9. Dispõe o art.º 63° do CSC que "As deliberações dos sócios só podem ser provadas pelas actas das assembleias ou quando sejam admitidas deliberações por escrito, pelos documentos donde elas constem."

10. A factualidade dada como provada pela Relação sob os itens 5 e 6 do douto acórdão recorrido, apenas poderia ser provada por uma das seguintes formas previstas na lei:

 - Ou pela exibição do documento exigido, no caso a acta, lavrada no respectivo livro nos termos do art. 63° n.º 1 do CSC;

 - Ou pela confissão expressa, judicial ou extra -judicial, nos termos do art.º 364° do C.Civil.

11. No caso dos autos, nem a acta foi exibida, nem o facto foi confessado pelos Réus.

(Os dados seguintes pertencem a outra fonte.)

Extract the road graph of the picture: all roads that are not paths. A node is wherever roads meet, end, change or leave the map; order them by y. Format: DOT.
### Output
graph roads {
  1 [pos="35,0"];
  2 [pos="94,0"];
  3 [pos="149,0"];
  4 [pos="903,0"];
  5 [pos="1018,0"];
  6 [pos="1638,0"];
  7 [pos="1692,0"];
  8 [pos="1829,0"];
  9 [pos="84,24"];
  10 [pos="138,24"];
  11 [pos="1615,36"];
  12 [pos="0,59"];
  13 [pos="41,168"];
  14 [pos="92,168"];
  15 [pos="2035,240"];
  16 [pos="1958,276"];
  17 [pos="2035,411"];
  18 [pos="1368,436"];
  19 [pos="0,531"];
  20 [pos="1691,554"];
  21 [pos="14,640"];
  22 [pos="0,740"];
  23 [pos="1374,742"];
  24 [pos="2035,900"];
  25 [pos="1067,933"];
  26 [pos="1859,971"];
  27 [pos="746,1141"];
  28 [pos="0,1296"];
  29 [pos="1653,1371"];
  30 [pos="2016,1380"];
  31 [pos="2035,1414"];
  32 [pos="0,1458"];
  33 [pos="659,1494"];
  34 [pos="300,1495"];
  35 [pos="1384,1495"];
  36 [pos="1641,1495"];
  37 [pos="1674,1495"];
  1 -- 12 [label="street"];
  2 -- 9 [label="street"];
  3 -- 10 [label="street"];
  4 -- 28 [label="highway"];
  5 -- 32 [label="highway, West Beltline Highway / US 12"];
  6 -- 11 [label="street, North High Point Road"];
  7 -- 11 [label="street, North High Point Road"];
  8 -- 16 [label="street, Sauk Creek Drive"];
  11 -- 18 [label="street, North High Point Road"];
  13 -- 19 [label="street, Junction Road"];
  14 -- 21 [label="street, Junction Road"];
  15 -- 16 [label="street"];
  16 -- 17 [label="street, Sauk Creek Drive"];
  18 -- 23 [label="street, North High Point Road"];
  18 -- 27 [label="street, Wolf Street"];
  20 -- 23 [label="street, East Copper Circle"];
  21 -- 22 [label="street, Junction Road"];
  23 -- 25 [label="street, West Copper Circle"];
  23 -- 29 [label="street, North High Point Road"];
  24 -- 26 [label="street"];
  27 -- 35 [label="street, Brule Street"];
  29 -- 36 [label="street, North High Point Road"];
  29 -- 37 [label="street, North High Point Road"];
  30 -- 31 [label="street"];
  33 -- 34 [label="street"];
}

12. Não se colhe dos autos, nos temos legalmente exigidos em termos de prova aceite, a existência de qualquer deliberação tomada pelos sócios da GG no sentido seja da distribuição dos saldos de caixa e contas bancárias de que a sociedade fosse titular, seja da efectiva partilha do acervo patrimonial, e não se colhendo a prova da existência de tal deliberação, sem ela também não é possível fazer a prova da partilha do acervo societário, ou mesmo a prova da sua real existência.

13. Além de inexistir confissão dos Réus quanto a tal factualidade e de inexistirem nos autos qualquer outro instrumento ou meio probatório que demonstre a existência e subsequente distribuição de activos entre os sócios, nenhuma das testemunhas inquiridas e, maxime a testemunha HH, referiu que materialmente a sociedade detivesse aquando da deliberação de dissolução e partilha, quaisquer saldos de caixa ou depósitos bancários.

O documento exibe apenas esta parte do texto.